The US dollar continues to be perched above 90 since early last month, now aiming for 93 after data showed that US inflation for June is coming in hotter than expected. Just like the greenback, US Treasury yields also responded to the inflation data with a sharp rise.
US consumer prices rose by the most in 13 years last month as the economic recovery continues its momentum.
The rate of inflation in the 12 months ended in June jumped to 5.4% from 5%.
However, this is to be expected as up until recently, there was a tight lockdown in the country, and still, not everything is open or operating at a standard rate. The rapid recovery of the economy is having an unwanted side-effect, higher inflation.
Transitory or Not?
In June, the cost of living jumped by the most significant amount, 0.9%, more than expected, since 2008 as inflation spread more broadly through the US economy, raising questions whether this spike in prices will subside as quickly as the central bank is predicting.

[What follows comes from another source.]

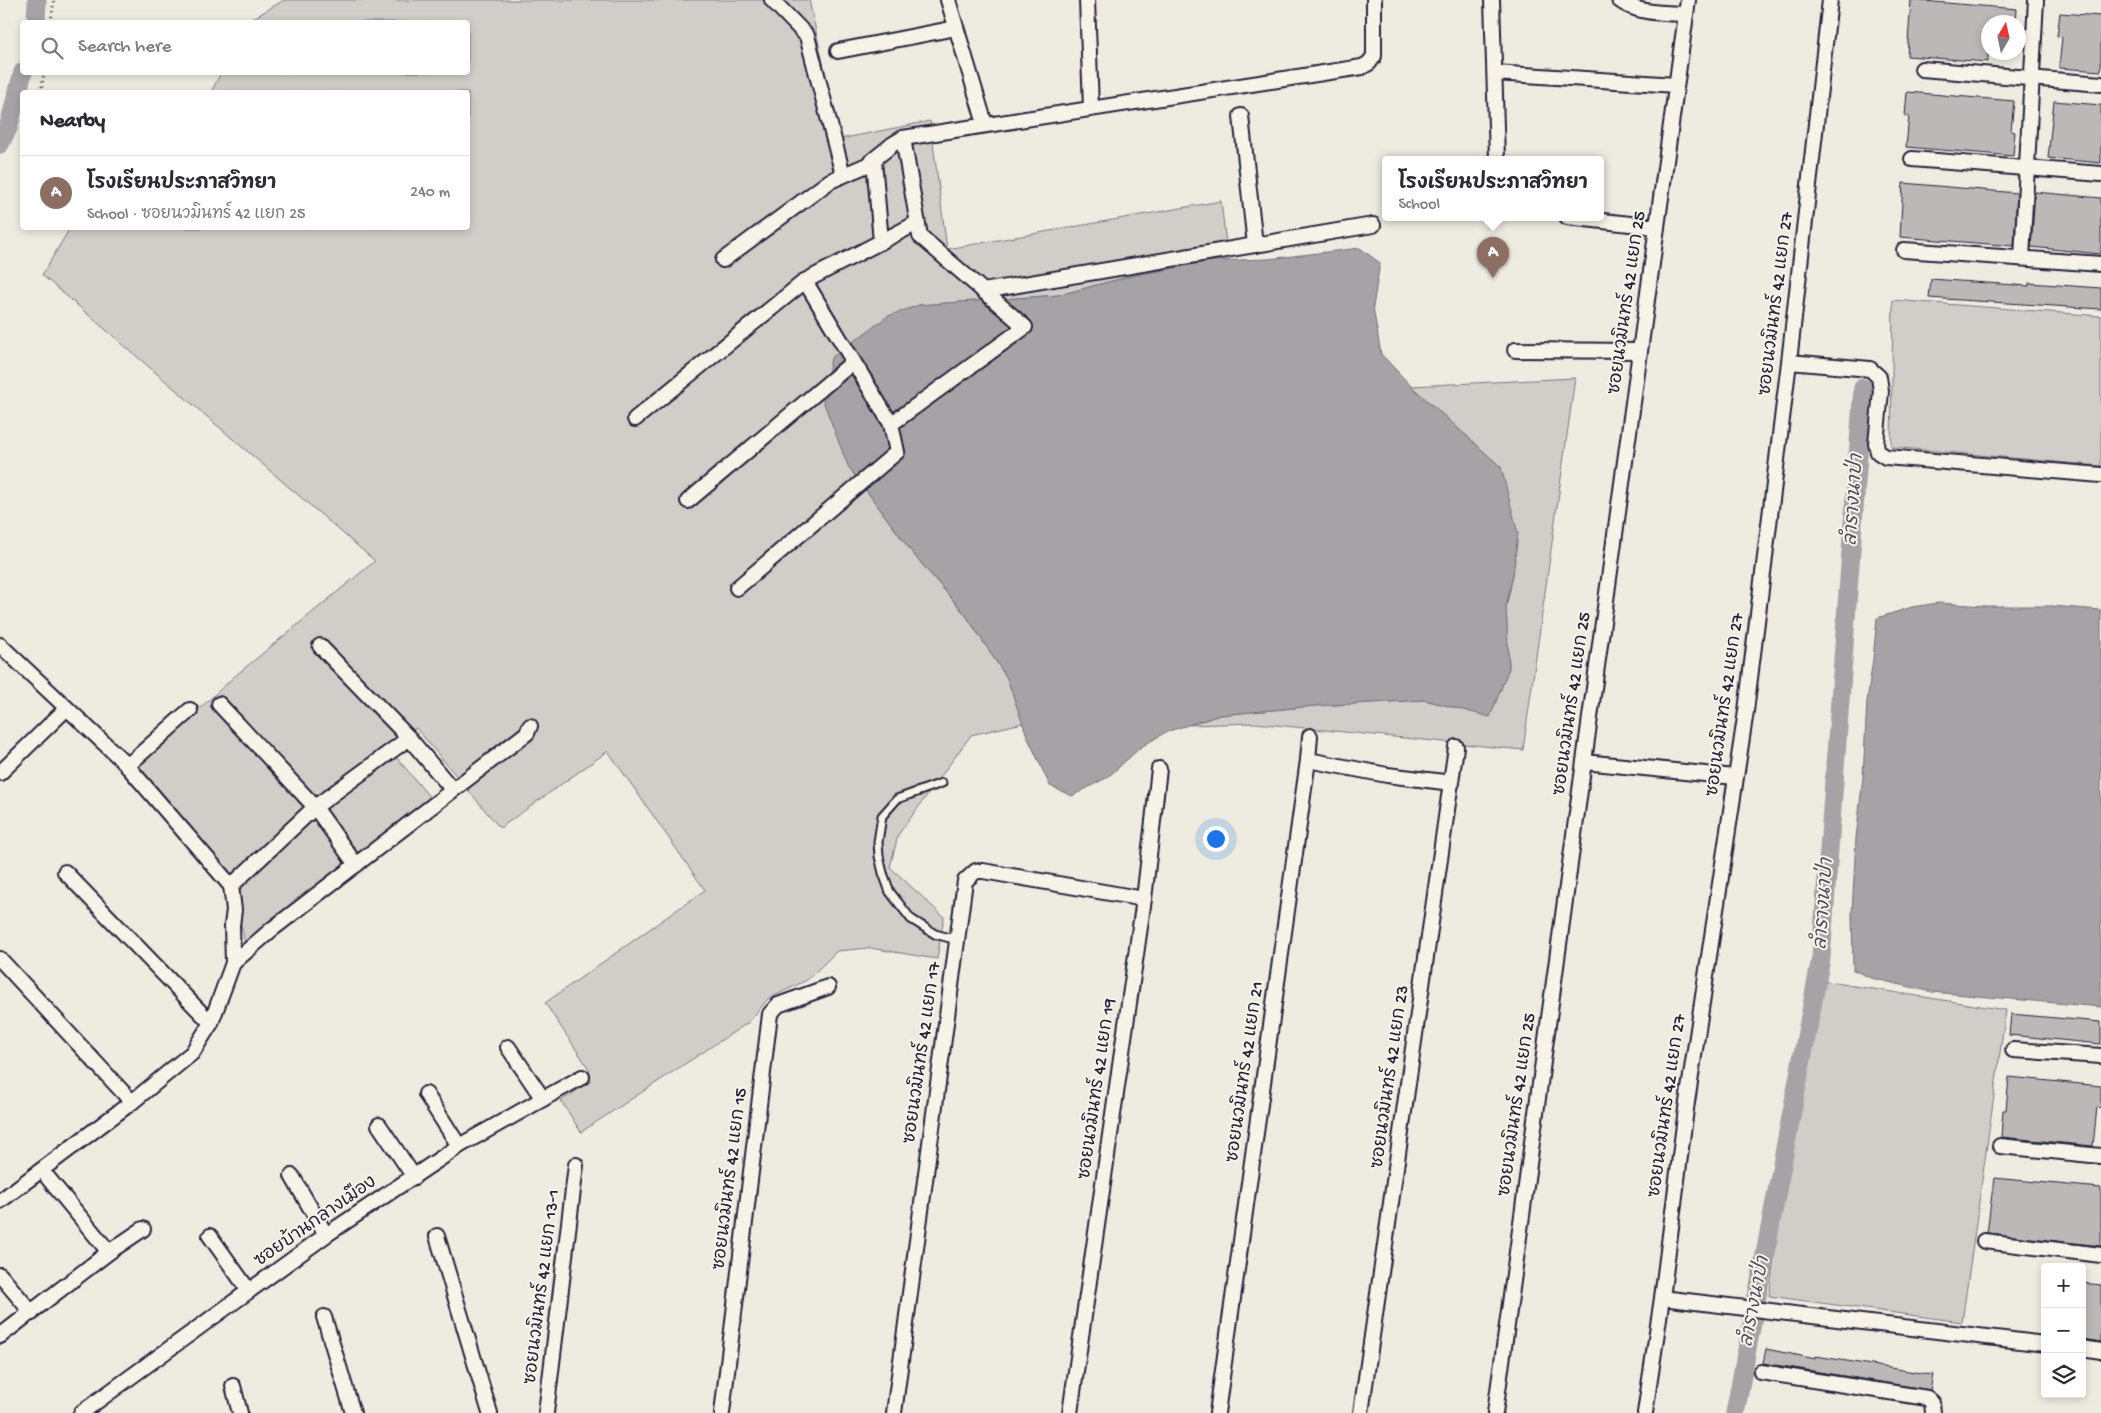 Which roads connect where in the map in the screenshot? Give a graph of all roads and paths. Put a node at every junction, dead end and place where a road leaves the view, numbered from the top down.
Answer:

While the cost of used cars accounted for over one-third of this increase, prices for food, energy, clothing, hotels, and plane tickets also rose sharply, which also fell sharply in the early stages of the coronavirus pandemic last year.
Another measure of inflation that omits volatile food and energy also surged 0.9% in June, with the 12-month rate increasing to 4.5% to stand at a 29-year high.
While the component not associated with the used car market being twice as large, used car prices should also “probably be seen as some sort of bellwether in this case, instead of something to be ignored,” wrote analyst Mati Greenspan in his daily newsletter Quantum Economics.
Blackrock CEO Larry Fink is also concerned about inflation. “It is my view that inflation is going to be more systematical. I believe it is a fundamental, foundational change in how we navigate economic policy,” he said in an interview with CNBC.
He further noted that with interest rates low, savers are getting slammed while “asset owners are the biggest beneficiaries of monetary policy.”
After yesterday’s inflation print at 5.4%, the forward looking measures jumped. Market now believes inflation for the next 12 months will be 3.6%. This is pretty high compared to recent years and it will only be revised upwards. #gold #Bitcoin pic.twitter.com/iB19DLVa5w
— Charlie Morris (@AtlasPulse) July 14, 2021
Traders are now looking forward to Federal Reserve Chairman Jerome Powell’s testimony before Congress on Wednesday and Thursday for any signals on potential tapering. Fed officials first made a surprise shift in tone last month about the possibility of US stimulus withdrawal that boosted the dollar in recent weeks.
Powell, however, has repeatedly been stating that high inflation will be transitory as supply chains normalize and adapt.
The stock market waved off these latest figures, with the S&P 500 seeing a slight drop after roaring to new all-time highs on Monday. Greenspan said,
“The stocks really are in a euphoric mode right now, and investors will accept any reason to continue buying the rally.”
— Charles Edwards (@caprioleio) July 13, 2021
Cryptocurrencies meanwhile remain on the back foot since late May when they first started selling-off with the total crypto market cap now at $1.34 trillion.
This week, the crypto market is experiencing losses across the board, with Bitcoin doing its thing and trading above $32,500, recovering some from its fall to $31,565 in the last 24 hours and Ether at just above $1,900 after falling to $1,860.
While down in the past two months, in the past year, when commodity prices rose between 20% to 107%, Bitcoin rallied 250%.